------ INFORMATION PROVIDED
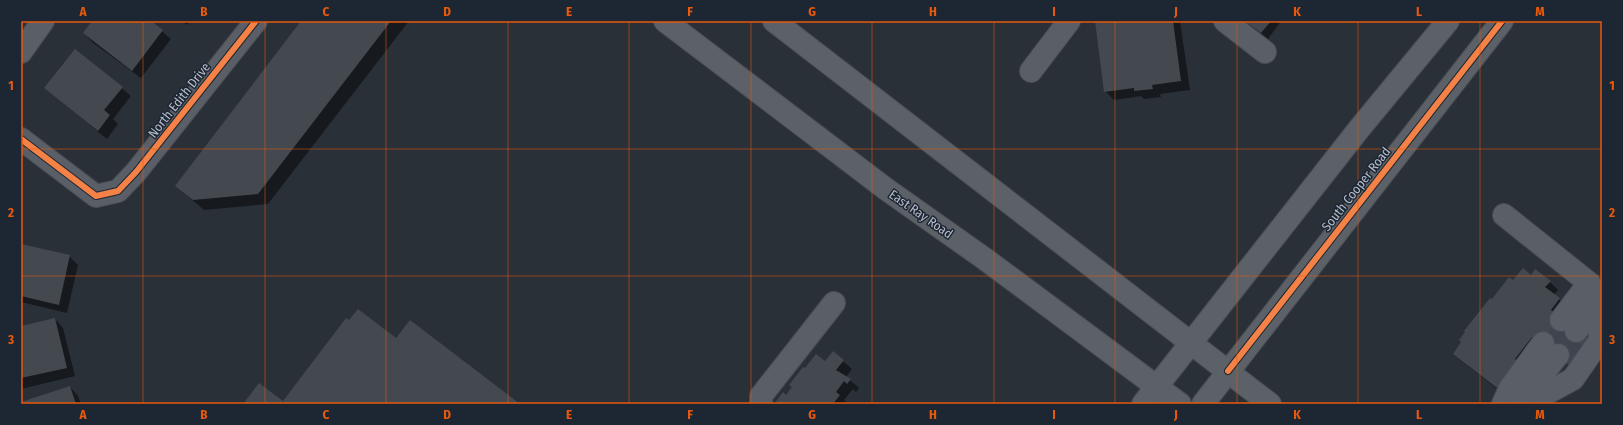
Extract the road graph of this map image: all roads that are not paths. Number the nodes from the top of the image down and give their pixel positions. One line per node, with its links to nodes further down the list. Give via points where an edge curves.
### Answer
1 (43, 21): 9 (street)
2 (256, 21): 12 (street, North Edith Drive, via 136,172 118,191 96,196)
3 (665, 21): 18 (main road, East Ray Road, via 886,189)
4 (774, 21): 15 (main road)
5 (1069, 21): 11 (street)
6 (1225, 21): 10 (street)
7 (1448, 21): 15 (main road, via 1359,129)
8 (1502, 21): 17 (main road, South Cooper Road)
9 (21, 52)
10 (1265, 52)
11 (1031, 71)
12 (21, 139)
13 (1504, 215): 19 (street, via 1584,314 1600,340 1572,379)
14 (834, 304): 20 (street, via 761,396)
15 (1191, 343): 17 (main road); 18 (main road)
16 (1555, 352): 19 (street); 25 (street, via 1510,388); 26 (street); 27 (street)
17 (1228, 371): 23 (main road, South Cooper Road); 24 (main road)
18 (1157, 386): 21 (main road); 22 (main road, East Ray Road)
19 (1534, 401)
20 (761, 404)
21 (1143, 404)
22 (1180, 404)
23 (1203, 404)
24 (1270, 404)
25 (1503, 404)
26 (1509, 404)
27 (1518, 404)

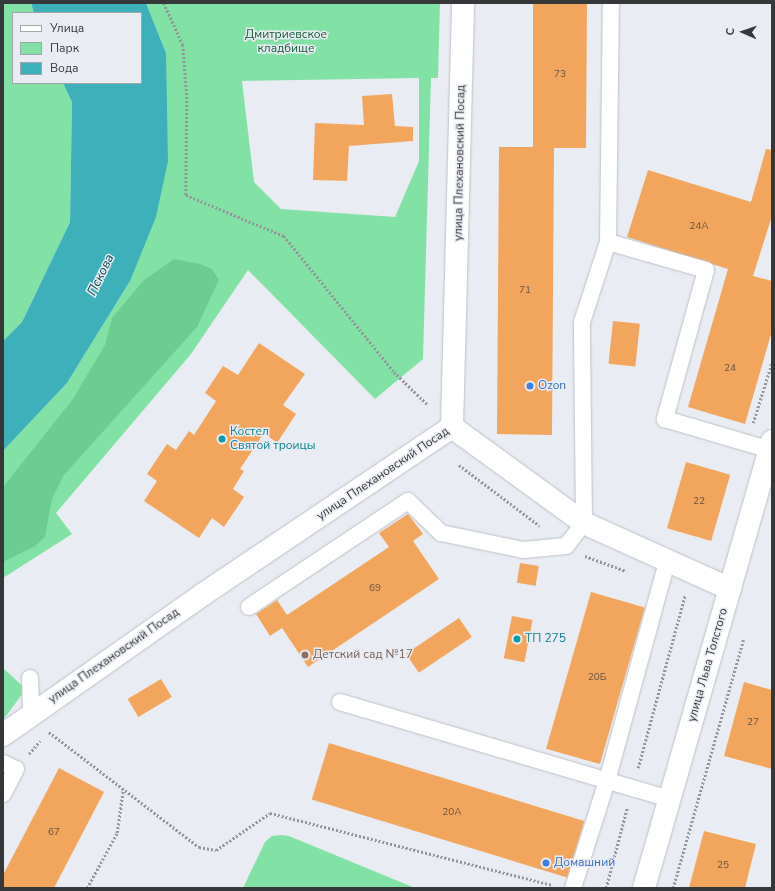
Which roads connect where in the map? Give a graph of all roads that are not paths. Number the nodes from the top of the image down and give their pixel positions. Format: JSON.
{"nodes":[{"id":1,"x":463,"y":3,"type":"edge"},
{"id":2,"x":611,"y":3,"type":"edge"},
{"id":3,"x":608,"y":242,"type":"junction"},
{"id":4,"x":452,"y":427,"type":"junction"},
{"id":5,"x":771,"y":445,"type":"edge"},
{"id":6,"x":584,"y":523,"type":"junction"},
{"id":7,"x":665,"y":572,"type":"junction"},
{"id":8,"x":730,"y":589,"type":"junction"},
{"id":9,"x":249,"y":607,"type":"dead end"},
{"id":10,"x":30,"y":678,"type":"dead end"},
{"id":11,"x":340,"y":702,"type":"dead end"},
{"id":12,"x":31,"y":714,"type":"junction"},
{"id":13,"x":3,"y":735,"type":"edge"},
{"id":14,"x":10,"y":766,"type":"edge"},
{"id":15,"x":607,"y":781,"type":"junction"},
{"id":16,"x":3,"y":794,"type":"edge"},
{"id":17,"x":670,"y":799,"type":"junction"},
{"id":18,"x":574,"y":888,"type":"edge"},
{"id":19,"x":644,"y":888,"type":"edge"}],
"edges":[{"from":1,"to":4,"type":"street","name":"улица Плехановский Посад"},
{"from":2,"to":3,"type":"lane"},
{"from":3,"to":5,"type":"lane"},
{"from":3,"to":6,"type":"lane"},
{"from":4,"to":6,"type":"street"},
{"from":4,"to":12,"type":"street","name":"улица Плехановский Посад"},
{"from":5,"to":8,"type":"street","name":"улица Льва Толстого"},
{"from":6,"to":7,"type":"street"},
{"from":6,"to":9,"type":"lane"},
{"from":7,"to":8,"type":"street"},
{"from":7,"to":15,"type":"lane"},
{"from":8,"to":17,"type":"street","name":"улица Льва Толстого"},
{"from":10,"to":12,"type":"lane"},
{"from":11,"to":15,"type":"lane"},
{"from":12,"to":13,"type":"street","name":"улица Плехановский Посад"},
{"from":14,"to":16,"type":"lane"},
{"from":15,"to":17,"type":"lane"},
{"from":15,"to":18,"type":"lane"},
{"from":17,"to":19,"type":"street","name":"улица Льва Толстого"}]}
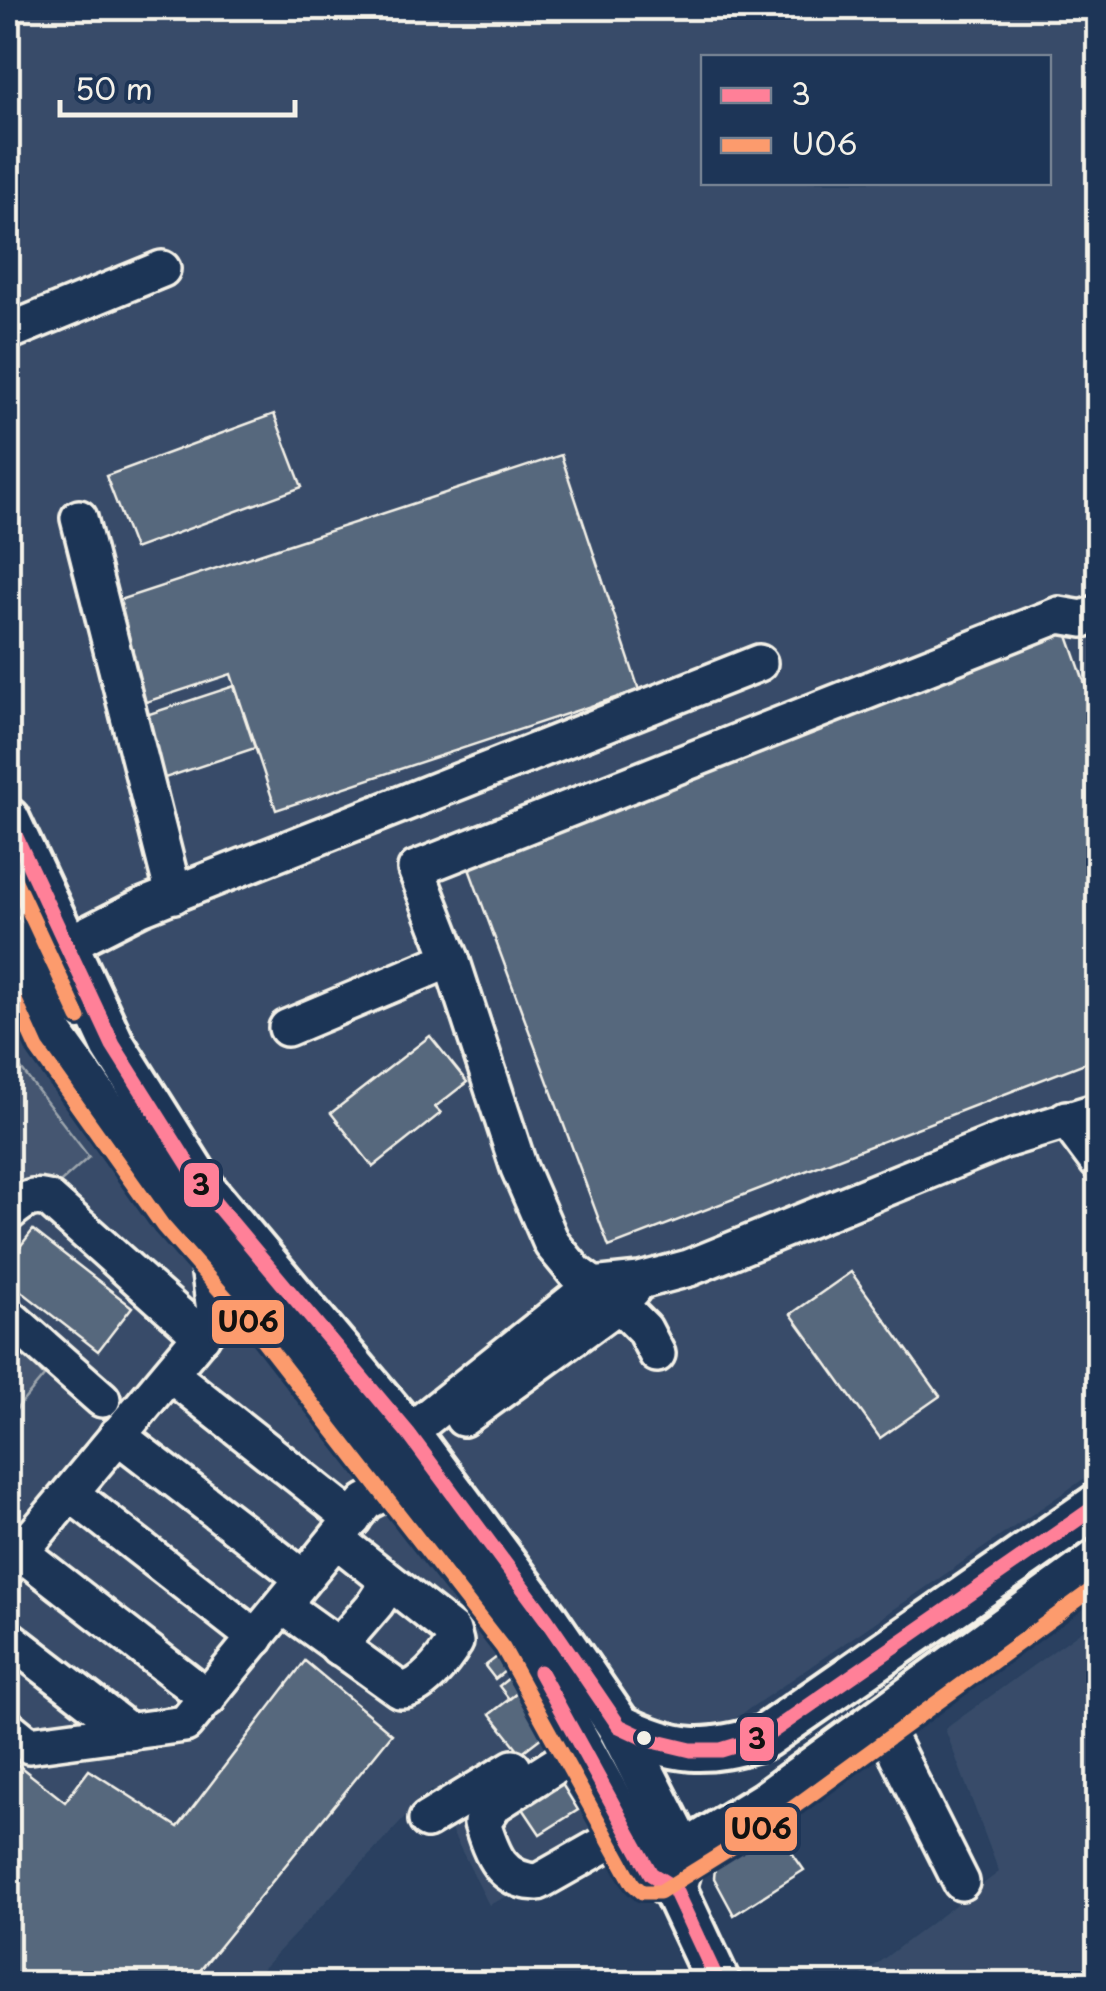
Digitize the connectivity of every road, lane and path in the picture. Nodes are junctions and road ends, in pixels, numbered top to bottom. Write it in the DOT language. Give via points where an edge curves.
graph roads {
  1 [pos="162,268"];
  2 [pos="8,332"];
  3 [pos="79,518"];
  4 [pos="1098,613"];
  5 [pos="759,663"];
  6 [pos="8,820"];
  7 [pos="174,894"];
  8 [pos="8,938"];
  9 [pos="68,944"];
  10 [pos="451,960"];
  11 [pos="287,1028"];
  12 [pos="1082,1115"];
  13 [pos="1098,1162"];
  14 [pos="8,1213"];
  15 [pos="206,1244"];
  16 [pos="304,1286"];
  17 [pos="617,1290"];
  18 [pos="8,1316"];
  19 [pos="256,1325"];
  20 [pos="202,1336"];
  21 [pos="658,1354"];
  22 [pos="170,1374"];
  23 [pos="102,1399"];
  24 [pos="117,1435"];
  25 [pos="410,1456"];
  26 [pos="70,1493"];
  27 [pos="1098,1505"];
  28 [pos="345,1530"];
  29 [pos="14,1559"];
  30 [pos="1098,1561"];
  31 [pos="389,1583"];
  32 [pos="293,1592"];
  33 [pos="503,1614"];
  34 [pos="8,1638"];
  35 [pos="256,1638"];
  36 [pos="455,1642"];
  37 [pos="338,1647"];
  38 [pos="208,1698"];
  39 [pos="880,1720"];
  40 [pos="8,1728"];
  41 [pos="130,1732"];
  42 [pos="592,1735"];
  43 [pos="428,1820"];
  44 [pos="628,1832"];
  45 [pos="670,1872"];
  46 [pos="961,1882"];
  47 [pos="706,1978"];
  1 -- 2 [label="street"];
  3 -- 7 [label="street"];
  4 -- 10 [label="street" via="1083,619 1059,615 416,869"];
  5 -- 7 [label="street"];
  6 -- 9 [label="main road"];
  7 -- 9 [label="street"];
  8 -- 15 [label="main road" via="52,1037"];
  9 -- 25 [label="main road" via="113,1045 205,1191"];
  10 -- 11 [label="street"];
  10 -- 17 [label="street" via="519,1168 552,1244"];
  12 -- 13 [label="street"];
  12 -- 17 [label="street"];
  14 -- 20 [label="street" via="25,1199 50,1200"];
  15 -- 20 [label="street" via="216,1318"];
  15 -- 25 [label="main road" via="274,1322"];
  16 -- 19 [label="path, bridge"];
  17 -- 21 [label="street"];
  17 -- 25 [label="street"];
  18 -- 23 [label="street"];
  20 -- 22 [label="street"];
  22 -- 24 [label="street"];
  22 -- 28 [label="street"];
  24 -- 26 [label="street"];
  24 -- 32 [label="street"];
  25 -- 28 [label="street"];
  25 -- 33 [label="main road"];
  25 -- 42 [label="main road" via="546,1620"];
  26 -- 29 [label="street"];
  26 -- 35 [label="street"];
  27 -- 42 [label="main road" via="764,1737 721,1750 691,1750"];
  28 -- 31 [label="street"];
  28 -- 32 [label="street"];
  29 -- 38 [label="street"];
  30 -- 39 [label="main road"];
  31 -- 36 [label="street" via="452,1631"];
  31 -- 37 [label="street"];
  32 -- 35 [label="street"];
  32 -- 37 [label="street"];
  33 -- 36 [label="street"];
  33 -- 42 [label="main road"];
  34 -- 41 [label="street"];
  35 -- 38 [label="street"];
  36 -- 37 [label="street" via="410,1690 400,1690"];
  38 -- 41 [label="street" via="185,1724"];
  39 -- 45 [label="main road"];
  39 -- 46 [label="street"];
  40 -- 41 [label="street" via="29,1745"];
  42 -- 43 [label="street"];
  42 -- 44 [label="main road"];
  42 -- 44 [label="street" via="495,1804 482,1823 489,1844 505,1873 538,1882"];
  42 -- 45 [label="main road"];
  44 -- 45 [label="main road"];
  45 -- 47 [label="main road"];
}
------------
→ WORK REQUEST
From the first record to the last, restate everything exactly but omit the pictures.

→ RESPONSE BOX
Extract the road graph of this map image: all roads that are not paths. Number the nodes from the top of the image down and give their pixel positions. One line per node, with its links to nodes further down the list. Give via points where an edge curves.
### Answer
1 (43, 21): 9 (street)
2 (256, 21): 12 (street, North Edith Drive, via 136,172 118,191 96,196)
3 (665, 21): 18 (main road, East Ray Road, via 886,189)
4 (774, 21): 15 (main road)
5 (1069, 21): 11 (street)
6 (1225, 21): 10 (street)
7 (1448, 21): 15 (main road, via 1359,129)
8 (1502, 21): 17 (main road, South Cooper Road)
9 (21, 52)
10 (1265, 52)
11 (1031, 71)
12 (21, 139)
13 (1504, 215): 19 (street, via 1584,314 1600,340 1572,379)
14 (834, 304): 20 (street, via 761,396)
15 (1191, 343): 17 (main road); 18 (main road)
16 (1555, 352): 19 (street); 25 (street, via 1510,388); 26 (street); 27 (street)
17 (1228, 371): 23 (main road, South Cooper Road); 24 (main road)
18 (1157, 386): 21 (main road); 22 (main road, East Ray Road)
19 (1534, 401)
20 (761, 404)
21 (1143, 404)
22 (1180, 404)
23 (1203, 404)
24 (1270, 404)
25 (1503, 404)
26 (1509, 404)
27 (1518, 404)

Which roads connect where in the map? Give a graph of all roads that are not paths. Number the nodes from the top of the image down and give their pixel positions. Format: JSON.
{"nodes":[{"id":1,"x":463,"y":3,"type":"edge"},
{"id":2,"x":611,"y":3,"type":"edge"},
{"id":3,"x":608,"y":242,"type":"junction"},
{"id":4,"x":452,"y":427,"type":"junction"},
{"id":5,"x":771,"y":445,"type":"edge"},
{"id":6,"x":584,"y":523,"type":"junction"},
{"id":7,"x":665,"y":572,"type":"junction"},
{"id":8,"x":730,"y":589,"type":"junction"},
{"id":9,"x":249,"y":607,"type":"dead end"},
{"id":10,"x":30,"y":678,"type":"dead end"},
{"id":11,"x":340,"y":702,"type":"dead end"},
{"id":12,"x":31,"y":714,"type":"junction"},
{"id":13,"x":3,"y":735,"type":"edge"},
{"id":14,"x":10,"y":766,"type":"edge"},
{"id":15,"x":607,"y":781,"type":"junction"},
{"id":16,"x":3,"y":794,"type":"edge"},
{"id":17,"x":670,"y":799,"type":"junction"},
{"id":18,"x":574,"y":888,"type":"edge"},
{"id":19,"x":644,"y":888,"type":"edge"}],
"edges":[{"from":1,"to":4,"type":"street","name":"улица Плехановский Посад"},
{"from":2,"to":3,"type":"lane"},
{"from":3,"to":5,"type":"lane"},
{"from":3,"to":6,"type":"lane"},
{"from":4,"to":6,"type":"street"},
{"from":4,"to":12,"type":"street","name":"улица Плехановский Посад"},
{"from":5,"to":8,"type":"street","name":"улица Льва Толстого"},
{"from":6,"to":7,"type":"street"},
{"from":6,"to":9,"type":"lane"},
{"from":7,"to":8,"type":"street"},
{"from":7,"to":15,"type":"lane"},
{"from":8,"to":17,"type":"street","name":"улица Льва Толстого"},
{"from":10,"to":12,"type":"lane"},
{"from":11,"to":15,"type":"lane"},
{"from":12,"to":13,"type":"street","name":"улица Плехановский Посад"},
{"from":14,"to":16,"type":"lane"},
{"from":15,"to":17,"type":"lane"},
{"from":15,"to":18,"type":"lane"},
{"from":17,"to":19,"type":"street","name":"улица Льва Толстого"}]}
Digitize the connectivity of every road, lane and path in the picture. Nodes are junctions and road ends, in pixels, numbered top to bottom. Write it in the DOT language. Give via points where an edge curves.
graph roads {
  1 [pos="162,268"];
  2 [pos="8,332"];
  3 [pos="79,518"];
  4 [pos="1098,613"];
  5 [pos="759,663"];
  6 [pos="8,820"];
  7 [pos="174,894"];
  8 [pos="8,938"];
  9 [pos="68,944"];
  10 [pos="451,960"];
  11 [pos="287,1028"];
  12 [pos="1082,1115"];
  13 [pos="1098,1162"];
  14 [pos="8,1213"];
  15 [pos="206,1244"];
  16 [pos="304,1286"];
  17 [pos="617,1290"];
  18 [pos="8,1316"];
  19 [pos="256,1325"];
  20 [pos="202,1336"];
  21 [pos="658,1354"];
  22 [pos="170,1374"];
  23 [pos="102,1399"];
  24 [pos="117,1435"];
  25 [pos="410,1456"];
  26 [pos="70,1493"];
  27 [pos="1098,1505"];
  28 [pos="345,1530"];
  29 [pos="14,1559"];
  30 [pos="1098,1561"];
  31 [pos="389,1583"];
  32 [pos="293,1592"];
  33 [pos="503,1614"];
  34 [pos="8,1638"];
  35 [pos="256,1638"];
  36 [pos="455,1642"];
  37 [pos="338,1647"];
  38 [pos="208,1698"];
  39 [pos="880,1720"];
  40 [pos="8,1728"];
  41 [pos="130,1732"];
  42 [pos="592,1735"];
  43 [pos="428,1820"];
  44 [pos="628,1832"];
  45 [pos="670,1872"];
  46 [pos="961,1882"];
  47 [pos="706,1978"];
  1 -- 2 [label="street"];
  3 -- 7 [label="street"];
  4 -- 10 [label="street" via="1083,619 1059,615 416,869"];
  5 -- 7 [label="street"];
  6 -- 9 [label="main road"];
  7 -- 9 [label="street"];
  8 -- 15 [label="main road" via="52,1037"];
  9 -- 25 [label="main road" via="113,1045 205,1191"];
  10 -- 11 [label="street"];
  10 -- 17 [label="street" via="519,1168 552,1244"];
  12 -- 13 [label="street"];
  12 -- 17 [label="street"];
  14 -- 20 [label="street" via="25,1199 50,1200"];
  15 -- 20 [label="street" via="216,1318"];
  15 -- 25 [label="main road" via="274,1322"];
  16 -- 19 [label="path, bridge"];
  17 -- 21 [label="street"];
  17 -- 25 [label="street"];
  18 -- 23 [label="street"];
  20 -- 22 [label="street"];
  22 -- 24 [label="street"];
  22 -- 28 [label="street"];
  24 -- 26 [label="street"];
  24 -- 32 [label="street"];
  25 -- 28 [label="street"];
  25 -- 33 [label="main road"];
  25 -- 42 [label="main road" via="546,1620"];
  26 -- 29 [label="street"];
  26 -- 35 [label="street"];
  27 -- 42 [label="main road" via="764,1737 721,1750 691,1750"];
  28 -- 31 [label="street"];
  28 -- 32 [label="street"];
  29 -- 38 [label="street"];
  30 -- 39 [label="main road"];
  31 -- 36 [label="street" via="452,1631"];
  31 -- 37 [label="street"];
  32 -- 35 [label="street"];
  32 -- 37 [label="street"];
  33 -- 36 [label="street"];
  33 -- 42 [label="main road"];
  34 -- 41 [label="street"];
  35 -- 38 [label="street"];
  36 -- 37 [label="street" via="410,1690 400,1690"];
  38 -- 41 [label="street" via="185,1724"];
  39 -- 45 [label="main road"];
  39 -- 46 [label="street"];
  40 -- 41 [label="street" via="29,1745"];
  42 -- 43 [label="street"];
  42 -- 44 [label="main road"];
  42 -- 44 [label="street" via="495,1804 482,1823 489,1844 505,1873 538,1882"];
  42 -- 45 [label="main road"];
  44 -- 45 [label="main road"];
  45 -- 47 [label="main road"];
}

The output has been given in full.